Task to complete: Lines with the word "paths" in them must be copied from the records below.

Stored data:
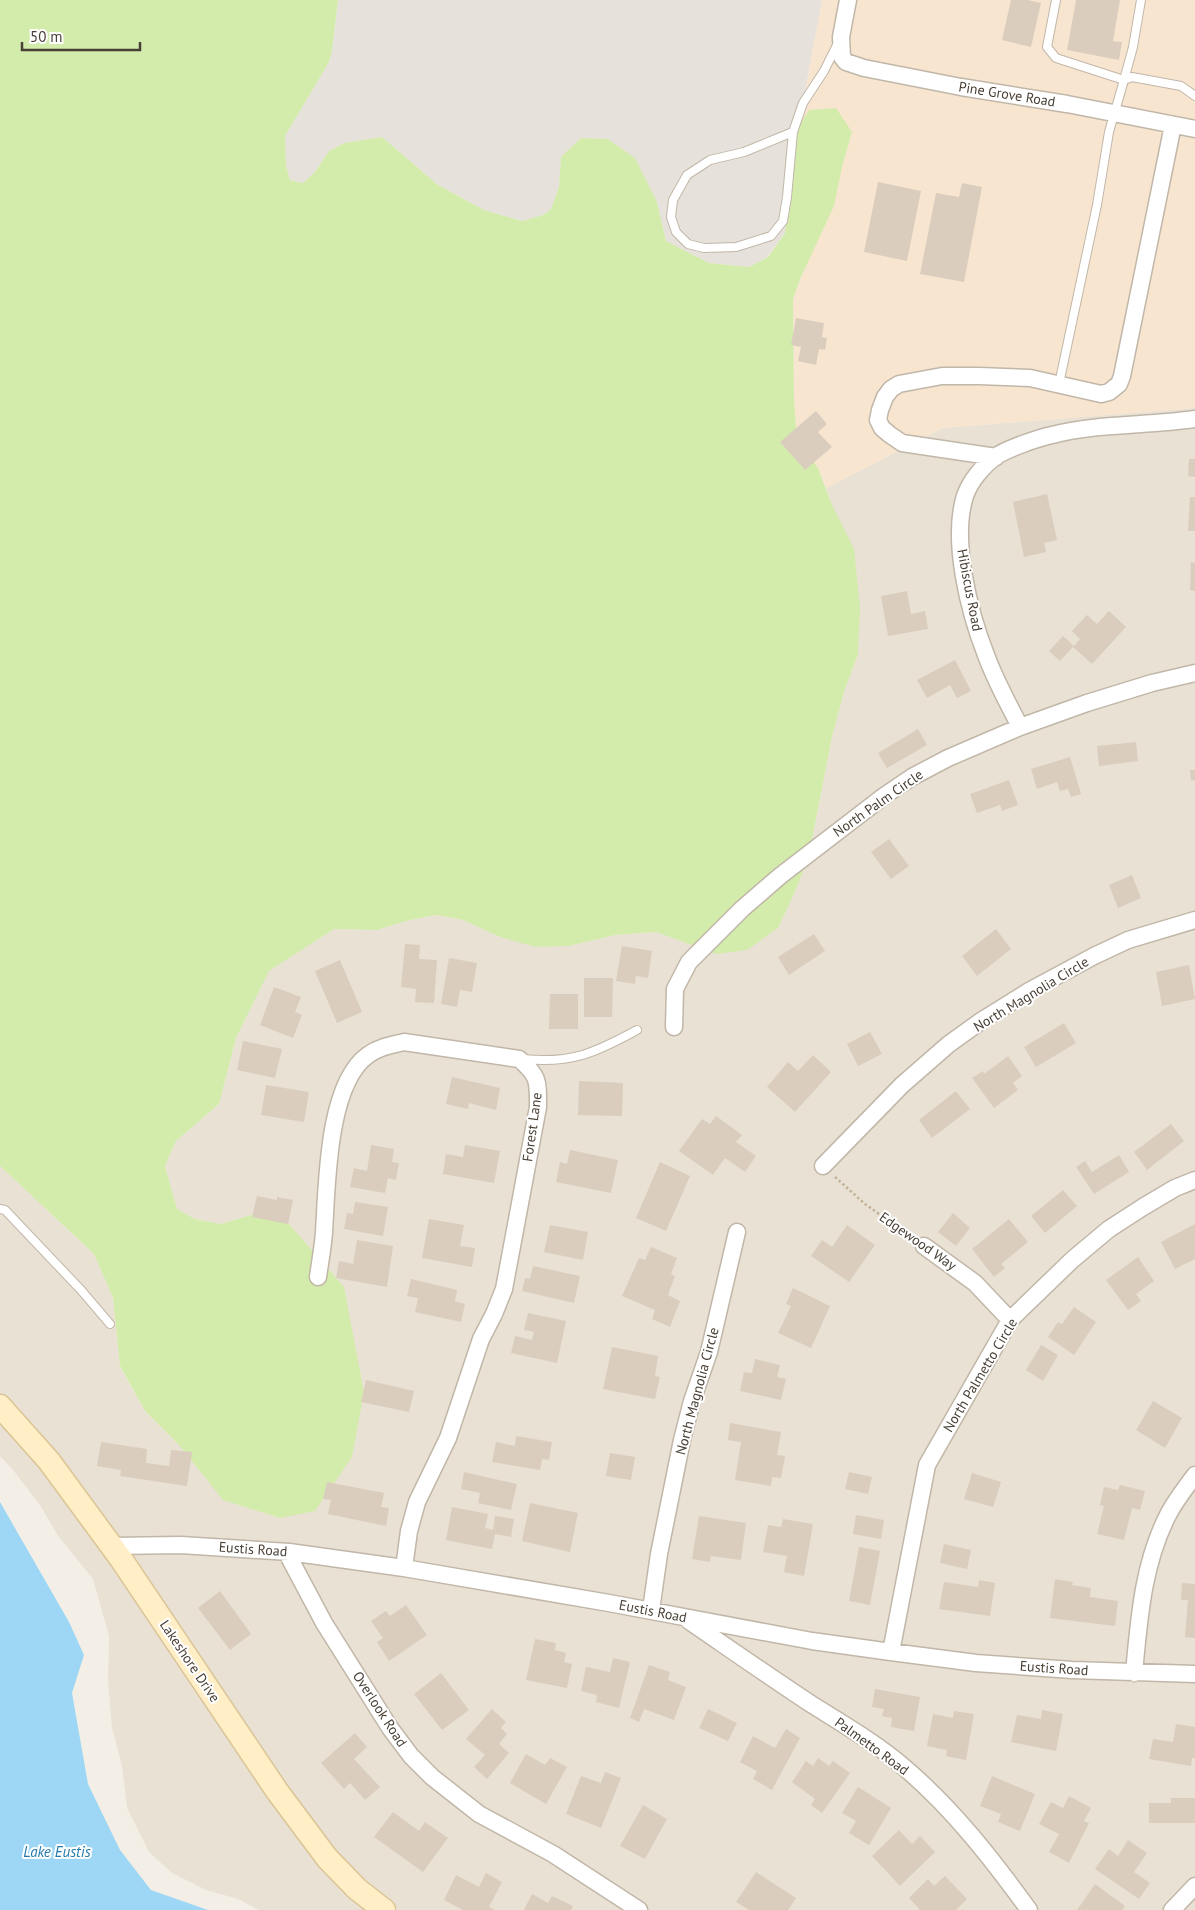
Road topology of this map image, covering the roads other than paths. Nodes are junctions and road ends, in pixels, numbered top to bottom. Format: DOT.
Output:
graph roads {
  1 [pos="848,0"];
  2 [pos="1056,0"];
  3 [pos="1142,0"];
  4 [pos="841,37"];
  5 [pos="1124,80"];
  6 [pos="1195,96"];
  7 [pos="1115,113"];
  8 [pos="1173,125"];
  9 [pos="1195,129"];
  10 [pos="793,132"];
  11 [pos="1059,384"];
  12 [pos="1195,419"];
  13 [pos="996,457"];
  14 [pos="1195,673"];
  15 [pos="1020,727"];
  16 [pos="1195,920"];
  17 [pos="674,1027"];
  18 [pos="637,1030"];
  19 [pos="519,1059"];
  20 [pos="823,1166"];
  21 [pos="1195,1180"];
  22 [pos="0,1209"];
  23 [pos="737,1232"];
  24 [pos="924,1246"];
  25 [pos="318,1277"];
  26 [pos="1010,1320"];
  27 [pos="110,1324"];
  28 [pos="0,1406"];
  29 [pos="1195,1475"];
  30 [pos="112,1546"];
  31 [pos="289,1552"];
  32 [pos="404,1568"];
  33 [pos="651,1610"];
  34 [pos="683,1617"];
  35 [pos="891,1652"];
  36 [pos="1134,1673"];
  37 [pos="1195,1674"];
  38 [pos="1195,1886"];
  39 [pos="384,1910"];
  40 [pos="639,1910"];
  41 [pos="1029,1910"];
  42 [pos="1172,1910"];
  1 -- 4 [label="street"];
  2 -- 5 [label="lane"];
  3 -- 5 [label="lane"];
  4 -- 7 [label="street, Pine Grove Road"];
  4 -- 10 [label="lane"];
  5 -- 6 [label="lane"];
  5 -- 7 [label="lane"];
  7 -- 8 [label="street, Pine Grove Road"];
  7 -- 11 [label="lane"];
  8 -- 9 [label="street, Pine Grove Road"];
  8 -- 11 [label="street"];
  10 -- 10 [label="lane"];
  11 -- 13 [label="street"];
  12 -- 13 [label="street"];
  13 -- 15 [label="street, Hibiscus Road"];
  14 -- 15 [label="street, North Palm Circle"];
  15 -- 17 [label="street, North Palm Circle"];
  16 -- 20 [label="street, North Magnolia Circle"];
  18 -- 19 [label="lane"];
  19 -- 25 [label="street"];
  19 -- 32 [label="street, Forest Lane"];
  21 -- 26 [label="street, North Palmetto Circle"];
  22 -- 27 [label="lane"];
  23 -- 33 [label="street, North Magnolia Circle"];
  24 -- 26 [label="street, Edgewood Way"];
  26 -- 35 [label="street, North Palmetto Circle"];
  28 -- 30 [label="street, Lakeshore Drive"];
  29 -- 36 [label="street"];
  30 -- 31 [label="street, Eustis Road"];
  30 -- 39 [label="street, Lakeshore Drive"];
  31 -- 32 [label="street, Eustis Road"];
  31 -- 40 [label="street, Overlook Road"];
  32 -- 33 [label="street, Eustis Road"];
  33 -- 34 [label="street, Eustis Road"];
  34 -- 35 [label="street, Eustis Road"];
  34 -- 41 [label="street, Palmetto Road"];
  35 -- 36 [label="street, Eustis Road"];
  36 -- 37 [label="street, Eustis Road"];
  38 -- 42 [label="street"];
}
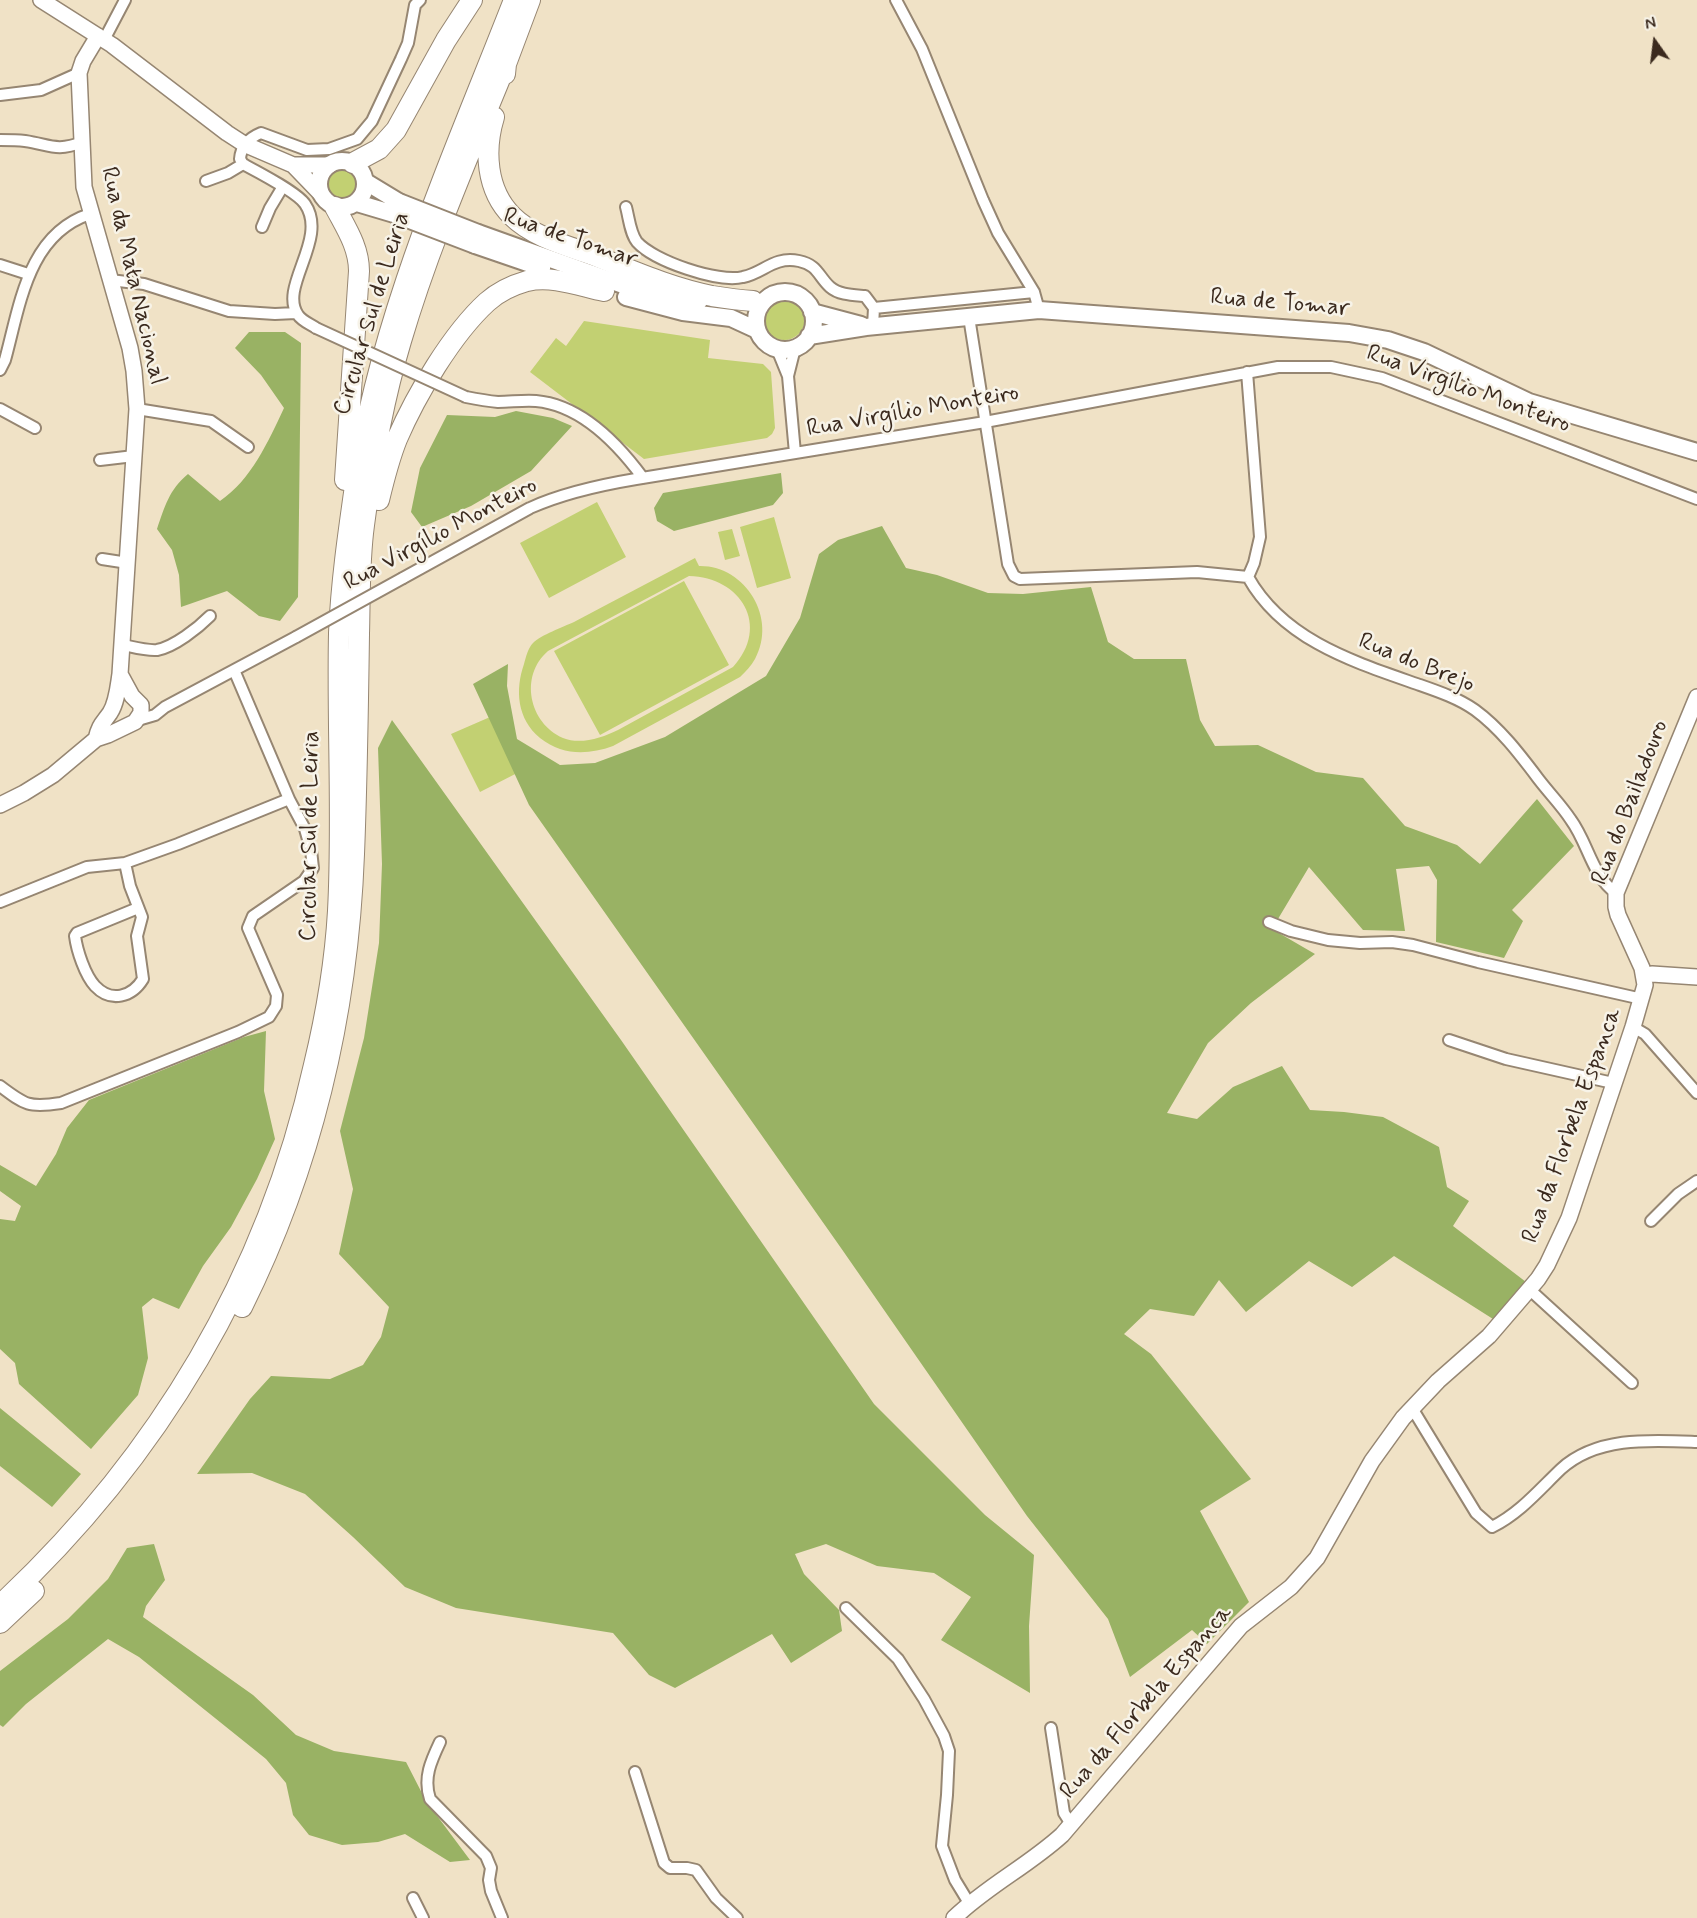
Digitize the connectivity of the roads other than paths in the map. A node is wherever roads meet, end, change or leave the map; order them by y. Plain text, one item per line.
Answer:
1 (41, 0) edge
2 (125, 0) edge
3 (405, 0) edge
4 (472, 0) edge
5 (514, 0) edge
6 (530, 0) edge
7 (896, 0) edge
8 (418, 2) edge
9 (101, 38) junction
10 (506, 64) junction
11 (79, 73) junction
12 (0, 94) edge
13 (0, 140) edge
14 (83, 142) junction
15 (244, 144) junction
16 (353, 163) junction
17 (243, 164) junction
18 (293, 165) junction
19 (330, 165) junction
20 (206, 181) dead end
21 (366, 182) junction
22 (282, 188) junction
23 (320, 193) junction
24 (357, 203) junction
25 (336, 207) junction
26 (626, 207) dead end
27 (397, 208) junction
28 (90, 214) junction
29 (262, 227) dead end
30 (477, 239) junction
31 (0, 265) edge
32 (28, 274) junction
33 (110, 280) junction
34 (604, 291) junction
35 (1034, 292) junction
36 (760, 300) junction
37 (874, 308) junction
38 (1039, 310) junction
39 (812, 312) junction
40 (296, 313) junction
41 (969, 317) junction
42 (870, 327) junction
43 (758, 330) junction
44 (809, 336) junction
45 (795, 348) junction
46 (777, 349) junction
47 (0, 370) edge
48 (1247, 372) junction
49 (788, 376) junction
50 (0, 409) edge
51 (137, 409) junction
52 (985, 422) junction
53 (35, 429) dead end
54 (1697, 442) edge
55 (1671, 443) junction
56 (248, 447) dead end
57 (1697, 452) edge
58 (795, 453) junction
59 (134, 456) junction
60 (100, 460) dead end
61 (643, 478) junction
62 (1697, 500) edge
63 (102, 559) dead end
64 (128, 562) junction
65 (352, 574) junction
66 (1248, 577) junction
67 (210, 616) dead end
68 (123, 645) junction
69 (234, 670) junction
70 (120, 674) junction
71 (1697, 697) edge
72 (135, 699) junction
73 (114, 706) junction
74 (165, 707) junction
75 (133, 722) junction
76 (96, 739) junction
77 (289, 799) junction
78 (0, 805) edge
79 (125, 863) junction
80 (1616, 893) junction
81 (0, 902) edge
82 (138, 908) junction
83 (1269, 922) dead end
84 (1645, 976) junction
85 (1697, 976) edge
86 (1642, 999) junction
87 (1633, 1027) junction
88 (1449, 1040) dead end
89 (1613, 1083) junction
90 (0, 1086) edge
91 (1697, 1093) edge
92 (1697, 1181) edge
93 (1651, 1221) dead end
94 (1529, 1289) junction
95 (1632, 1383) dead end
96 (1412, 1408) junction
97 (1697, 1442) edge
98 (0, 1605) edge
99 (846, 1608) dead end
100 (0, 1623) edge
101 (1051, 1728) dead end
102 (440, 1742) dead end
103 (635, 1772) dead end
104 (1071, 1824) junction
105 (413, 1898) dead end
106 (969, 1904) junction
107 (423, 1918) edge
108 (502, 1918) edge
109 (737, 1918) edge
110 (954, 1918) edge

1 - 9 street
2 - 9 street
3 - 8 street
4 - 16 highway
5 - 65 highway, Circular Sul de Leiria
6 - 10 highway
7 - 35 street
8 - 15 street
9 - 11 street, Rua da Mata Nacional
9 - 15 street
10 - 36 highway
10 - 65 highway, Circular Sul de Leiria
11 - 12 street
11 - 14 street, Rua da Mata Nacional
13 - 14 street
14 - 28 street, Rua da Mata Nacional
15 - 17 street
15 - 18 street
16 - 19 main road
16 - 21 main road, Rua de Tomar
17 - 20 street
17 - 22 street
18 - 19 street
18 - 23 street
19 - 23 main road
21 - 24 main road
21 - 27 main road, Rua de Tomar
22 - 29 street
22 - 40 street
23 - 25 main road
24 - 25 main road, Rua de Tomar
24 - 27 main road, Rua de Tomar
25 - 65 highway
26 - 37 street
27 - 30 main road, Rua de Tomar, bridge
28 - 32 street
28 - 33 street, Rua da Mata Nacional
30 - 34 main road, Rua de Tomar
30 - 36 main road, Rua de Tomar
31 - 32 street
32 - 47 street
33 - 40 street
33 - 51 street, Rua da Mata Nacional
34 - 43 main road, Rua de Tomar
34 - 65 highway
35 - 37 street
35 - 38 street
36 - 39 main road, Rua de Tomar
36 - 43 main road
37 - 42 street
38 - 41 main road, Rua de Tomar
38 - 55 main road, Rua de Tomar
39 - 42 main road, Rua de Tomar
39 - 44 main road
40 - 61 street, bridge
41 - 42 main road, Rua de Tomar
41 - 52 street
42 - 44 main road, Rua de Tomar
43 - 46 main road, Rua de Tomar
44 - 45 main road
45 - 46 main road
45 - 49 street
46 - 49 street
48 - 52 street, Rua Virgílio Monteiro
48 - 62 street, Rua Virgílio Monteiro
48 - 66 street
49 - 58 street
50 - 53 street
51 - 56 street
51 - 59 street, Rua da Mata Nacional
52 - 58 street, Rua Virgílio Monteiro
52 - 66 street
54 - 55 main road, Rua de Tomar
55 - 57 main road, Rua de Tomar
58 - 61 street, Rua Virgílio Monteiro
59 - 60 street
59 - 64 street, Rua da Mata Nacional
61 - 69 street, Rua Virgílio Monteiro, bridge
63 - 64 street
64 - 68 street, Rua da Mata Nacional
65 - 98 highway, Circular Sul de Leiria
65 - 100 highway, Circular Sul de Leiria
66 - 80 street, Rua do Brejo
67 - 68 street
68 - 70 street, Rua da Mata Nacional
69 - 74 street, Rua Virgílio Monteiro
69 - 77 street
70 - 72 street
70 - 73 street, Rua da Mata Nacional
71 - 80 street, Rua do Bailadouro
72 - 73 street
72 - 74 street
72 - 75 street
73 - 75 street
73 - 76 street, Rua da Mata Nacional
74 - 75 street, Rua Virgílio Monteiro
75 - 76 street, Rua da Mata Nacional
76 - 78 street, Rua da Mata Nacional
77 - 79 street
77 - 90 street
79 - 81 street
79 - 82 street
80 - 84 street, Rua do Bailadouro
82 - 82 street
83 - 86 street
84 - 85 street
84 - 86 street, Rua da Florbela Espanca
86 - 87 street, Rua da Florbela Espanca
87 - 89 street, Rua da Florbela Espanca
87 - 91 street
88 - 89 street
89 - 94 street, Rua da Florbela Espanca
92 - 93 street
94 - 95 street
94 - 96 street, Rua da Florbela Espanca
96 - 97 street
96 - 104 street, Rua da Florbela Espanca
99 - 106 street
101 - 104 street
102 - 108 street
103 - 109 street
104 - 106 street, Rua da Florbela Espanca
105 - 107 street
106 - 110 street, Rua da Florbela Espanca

Output for this exercise:
Road topology of this map image, covering the roads other than paths. Nodes are junctions and road ends, in pixels, numbered top to bottom. Format: DOT.
Digitize the connectivity of the roads other than paths in the map. A node is wherever roads meet, end, change or leave the map; order them by y. Plain text, one item per line.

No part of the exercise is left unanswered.